Pumping, whether in flat water off a jetty or after a wave ride, is specific to prone foiling without a paddle. It is easiest to practice pumping as you kick out of a wave whilst you have got some momentum going. If you don’t have waves in your area, you can apply the same basic movement, but will require a much quicker start to your pump. Either way, these are the basic principles of learning how to pump foil…
Once you have kicked out the back of the wave, you need to carry the momentum you have picked up, keeping the foil high to the surface of the water, without it ventilating as you speed away from the wave and around to the line-up again.
Start to initiate a smooth full body swing, throwing momentum up. I like to use both hands swinging from the back to the front, bringing your hands up just above shoulder height, and as I do that, I stand up tall and bounce up high. Use the momentum from throwing your hands up high to lift you up, extending your back knee fully, bringing the foil to a high altitude.
From there you want to bring your front knee up to your chest and drive down. Using the downward motion and your hands to help as you drive down, you’re going to throw your chest forward over the front of the board, for a forward motion and to retain balance. You then continue swinging your hands carrying the momentum, this time back behind you.

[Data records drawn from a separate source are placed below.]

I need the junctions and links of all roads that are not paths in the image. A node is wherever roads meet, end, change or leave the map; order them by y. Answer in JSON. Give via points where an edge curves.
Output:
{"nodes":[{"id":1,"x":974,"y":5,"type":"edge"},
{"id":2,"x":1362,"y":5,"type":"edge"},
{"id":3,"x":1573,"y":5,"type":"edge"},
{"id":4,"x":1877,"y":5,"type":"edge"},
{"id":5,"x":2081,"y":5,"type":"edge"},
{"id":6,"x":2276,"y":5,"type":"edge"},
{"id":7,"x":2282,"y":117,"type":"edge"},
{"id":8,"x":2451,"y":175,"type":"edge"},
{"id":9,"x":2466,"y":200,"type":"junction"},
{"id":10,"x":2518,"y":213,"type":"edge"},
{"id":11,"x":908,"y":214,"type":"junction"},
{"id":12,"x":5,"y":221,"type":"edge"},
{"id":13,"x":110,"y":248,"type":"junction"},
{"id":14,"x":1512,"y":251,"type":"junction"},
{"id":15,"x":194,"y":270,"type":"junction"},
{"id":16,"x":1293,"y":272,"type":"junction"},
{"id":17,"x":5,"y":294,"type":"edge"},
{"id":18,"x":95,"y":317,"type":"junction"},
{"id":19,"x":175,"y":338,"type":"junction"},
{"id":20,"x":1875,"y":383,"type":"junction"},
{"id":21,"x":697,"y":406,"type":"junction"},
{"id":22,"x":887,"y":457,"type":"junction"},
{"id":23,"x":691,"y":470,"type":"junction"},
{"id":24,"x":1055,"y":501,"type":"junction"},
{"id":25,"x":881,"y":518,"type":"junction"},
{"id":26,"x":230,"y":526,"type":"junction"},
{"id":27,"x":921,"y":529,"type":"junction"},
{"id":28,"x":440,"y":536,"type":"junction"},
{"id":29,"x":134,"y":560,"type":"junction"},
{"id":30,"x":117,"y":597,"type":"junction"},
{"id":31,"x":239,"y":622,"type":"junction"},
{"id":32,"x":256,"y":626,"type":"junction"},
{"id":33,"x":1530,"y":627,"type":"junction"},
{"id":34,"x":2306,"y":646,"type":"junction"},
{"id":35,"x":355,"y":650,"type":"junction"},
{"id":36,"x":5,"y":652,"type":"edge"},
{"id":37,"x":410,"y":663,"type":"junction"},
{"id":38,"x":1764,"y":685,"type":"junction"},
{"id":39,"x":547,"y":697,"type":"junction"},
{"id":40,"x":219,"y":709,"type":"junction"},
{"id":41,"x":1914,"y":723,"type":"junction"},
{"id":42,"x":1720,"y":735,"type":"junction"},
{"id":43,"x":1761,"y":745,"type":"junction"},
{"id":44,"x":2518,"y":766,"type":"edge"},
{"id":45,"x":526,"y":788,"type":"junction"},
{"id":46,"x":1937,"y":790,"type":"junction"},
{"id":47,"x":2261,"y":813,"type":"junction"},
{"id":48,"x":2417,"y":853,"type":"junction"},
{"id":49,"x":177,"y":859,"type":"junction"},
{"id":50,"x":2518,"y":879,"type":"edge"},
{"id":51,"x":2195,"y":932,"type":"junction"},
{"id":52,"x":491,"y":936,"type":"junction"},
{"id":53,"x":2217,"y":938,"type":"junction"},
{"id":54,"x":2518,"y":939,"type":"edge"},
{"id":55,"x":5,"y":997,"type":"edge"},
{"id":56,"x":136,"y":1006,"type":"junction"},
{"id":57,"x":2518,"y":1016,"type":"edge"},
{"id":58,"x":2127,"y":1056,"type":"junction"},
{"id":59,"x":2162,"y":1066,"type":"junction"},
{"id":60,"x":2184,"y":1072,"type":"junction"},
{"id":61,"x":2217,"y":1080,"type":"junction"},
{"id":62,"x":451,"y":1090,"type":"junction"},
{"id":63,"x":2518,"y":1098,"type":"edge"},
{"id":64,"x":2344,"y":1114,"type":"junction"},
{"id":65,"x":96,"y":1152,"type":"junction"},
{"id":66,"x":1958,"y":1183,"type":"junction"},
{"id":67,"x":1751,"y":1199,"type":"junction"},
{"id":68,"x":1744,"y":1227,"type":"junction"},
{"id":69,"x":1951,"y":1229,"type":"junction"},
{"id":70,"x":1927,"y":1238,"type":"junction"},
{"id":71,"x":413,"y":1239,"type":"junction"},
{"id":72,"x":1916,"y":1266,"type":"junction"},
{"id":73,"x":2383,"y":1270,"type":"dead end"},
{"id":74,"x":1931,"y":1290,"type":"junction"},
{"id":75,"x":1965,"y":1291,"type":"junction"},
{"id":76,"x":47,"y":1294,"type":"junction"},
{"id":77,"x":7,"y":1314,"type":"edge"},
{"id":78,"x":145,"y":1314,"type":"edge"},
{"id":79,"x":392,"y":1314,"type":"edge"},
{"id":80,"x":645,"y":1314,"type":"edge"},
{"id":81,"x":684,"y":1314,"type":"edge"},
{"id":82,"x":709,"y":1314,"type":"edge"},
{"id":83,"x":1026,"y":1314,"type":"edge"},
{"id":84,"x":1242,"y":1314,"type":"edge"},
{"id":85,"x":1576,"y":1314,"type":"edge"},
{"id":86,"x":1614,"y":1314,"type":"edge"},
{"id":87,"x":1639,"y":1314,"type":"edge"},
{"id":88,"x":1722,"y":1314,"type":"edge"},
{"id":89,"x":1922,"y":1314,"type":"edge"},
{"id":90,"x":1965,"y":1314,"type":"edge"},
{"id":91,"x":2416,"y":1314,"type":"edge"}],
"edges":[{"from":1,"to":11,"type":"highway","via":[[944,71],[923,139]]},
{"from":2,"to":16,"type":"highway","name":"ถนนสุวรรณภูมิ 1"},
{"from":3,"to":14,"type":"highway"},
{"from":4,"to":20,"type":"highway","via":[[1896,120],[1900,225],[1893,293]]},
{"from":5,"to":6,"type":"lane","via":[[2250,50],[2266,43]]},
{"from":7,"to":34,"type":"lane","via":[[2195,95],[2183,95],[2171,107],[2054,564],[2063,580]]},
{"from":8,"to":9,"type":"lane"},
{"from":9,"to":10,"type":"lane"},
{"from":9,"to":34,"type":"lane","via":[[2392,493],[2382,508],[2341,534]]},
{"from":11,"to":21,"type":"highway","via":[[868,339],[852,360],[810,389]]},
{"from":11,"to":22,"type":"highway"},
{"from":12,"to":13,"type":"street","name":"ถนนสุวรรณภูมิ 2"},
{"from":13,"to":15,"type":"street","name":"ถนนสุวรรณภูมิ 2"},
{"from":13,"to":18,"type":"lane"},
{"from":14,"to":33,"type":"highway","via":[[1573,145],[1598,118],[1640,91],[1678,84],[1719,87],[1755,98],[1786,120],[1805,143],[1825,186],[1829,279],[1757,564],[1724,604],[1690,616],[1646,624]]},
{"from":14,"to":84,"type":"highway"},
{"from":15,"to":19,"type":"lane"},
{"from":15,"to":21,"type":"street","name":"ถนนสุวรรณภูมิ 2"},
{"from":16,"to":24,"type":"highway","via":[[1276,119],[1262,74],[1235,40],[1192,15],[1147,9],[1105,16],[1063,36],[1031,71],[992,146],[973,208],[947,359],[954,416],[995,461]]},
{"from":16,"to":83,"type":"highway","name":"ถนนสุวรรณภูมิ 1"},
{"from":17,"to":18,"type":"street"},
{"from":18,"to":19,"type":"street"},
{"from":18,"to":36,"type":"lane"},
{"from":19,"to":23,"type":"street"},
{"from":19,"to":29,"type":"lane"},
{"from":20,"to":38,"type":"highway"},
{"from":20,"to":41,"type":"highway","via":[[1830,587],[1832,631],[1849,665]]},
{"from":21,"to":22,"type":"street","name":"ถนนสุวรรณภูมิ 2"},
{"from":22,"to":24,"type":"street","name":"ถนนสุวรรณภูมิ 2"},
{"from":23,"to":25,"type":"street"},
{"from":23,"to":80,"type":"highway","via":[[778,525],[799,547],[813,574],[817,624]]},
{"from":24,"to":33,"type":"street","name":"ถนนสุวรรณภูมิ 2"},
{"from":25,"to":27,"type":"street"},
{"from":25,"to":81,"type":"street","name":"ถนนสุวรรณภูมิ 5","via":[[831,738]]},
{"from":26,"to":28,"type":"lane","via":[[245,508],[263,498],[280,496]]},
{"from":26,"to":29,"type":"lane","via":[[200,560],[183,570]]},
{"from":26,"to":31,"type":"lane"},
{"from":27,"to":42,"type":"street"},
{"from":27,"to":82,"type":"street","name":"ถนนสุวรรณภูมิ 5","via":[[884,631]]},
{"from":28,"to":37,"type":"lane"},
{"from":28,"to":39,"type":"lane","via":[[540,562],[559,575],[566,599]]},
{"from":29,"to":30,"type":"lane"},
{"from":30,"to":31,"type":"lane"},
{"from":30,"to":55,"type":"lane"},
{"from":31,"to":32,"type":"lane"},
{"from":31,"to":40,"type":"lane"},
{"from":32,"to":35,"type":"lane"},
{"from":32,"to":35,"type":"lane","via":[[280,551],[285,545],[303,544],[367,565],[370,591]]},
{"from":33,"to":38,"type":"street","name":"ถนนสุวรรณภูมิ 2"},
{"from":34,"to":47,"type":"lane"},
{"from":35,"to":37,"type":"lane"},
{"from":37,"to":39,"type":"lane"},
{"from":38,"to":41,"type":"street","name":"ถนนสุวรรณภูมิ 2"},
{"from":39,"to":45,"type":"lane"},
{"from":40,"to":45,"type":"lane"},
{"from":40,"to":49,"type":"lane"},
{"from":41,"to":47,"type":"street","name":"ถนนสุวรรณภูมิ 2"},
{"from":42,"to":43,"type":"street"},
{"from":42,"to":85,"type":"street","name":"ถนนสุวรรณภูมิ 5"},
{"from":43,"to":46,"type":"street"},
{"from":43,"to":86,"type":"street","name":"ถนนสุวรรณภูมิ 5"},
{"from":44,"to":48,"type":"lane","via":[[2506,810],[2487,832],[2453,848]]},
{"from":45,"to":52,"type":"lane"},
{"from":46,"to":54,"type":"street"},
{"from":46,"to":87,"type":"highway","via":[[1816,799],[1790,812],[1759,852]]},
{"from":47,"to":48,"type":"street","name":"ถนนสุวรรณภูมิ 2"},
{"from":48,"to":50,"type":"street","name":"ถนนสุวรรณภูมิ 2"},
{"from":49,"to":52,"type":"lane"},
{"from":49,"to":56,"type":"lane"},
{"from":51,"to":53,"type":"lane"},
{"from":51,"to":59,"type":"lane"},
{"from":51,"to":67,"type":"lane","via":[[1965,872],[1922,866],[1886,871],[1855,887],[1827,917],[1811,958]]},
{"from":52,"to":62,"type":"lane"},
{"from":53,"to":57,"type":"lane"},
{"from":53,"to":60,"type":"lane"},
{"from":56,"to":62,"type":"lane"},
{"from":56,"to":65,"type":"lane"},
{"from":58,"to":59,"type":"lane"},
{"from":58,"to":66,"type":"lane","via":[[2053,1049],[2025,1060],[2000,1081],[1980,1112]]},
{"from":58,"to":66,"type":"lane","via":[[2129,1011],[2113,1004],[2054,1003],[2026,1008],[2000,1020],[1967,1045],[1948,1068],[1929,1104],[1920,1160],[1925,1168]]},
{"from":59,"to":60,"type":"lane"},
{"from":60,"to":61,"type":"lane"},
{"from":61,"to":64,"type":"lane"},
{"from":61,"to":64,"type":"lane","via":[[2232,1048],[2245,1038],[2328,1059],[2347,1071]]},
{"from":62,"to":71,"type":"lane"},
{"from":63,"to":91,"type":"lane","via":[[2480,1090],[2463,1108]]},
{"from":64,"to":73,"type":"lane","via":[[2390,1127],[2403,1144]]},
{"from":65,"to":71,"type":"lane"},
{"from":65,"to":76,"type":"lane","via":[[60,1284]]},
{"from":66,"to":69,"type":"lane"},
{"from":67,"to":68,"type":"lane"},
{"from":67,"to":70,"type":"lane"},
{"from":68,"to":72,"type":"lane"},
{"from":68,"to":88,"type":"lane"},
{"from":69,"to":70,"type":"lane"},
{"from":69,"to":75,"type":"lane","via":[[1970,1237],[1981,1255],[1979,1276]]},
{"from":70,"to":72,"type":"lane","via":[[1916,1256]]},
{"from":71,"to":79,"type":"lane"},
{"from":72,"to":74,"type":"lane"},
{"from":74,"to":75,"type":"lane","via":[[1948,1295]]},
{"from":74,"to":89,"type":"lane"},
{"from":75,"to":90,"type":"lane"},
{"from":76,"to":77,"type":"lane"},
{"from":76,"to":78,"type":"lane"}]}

When your hands get down to your hips, the foil should be down at a low altitude. And then as you swing your hands back behind you, you’re now using that momentum to throw that momentum up. From there, as you drive down, you’re going to bring your hands from up behind you, back down, swinging to your hips. By the time your hands get to your hips you should be low altitude on the foil, and you’re springing with your back leg extending, throwing your hands forward again.
Essentially you are doing this full body motion, swinging your hands from front to back, and with each front swing you’re throwing your hands from low to high, pumping from low altitude to high altitude. The same thing when you swing back – you’re driving down low altitude, as your hands go low by your hips, and then throwing your hands up behind you, you’re extending off your back foot and bringing your front knee up to your chest, bringing in that weightlessness. Depending on the foil you have, the momentum, the motion, and the cadence of your pump may change. I have noticed on the AK 1300 or 1600 surf wing (or any other foil with that traditional wing with that single scoop in them) that you want to have more of a long and really powerful ‘drivey’ pump. Whereas on a more high-aspect foil wing that is more flat, you need to do more of a quick, high cadence bounce off the back foot, with maybe not as much power and not as much full body swing.
It’s important that you keep your body position and your center of gravity over the center of your board. Your stance should be a comfortable position, slightly wider than your shoulder length apart, in the middle between nose and tail, minimizing your center of gravity and weight from going off from side to side over the water. This is essential with foil pumping, as there is a lot of swinging and full-body dynamic motion along with the pumping of your legs, so we want to make sure that your dynamic motion is through throwing momentum back and forth over the center of gravity and the foil, and not side to side, throwing the foil off balance. Your hands are either helping you or hurting you in this situation – allow your hands and your full body motion to work for you. When you throw your hands forward and up, it is a strong and smooth momentum building swing motion. Throw your hands up in front of your face over the nose of the board.
To continue the strong swing motion and really build momentum with the hands, we will throw the hands from up in front of our face over the nose of the board, to down towards the hips bringing the board to low altitude and then throwing the hands back and up behind you as you extend your back leg once more and bring your weightless front knee up to your chest, getting that high altitude.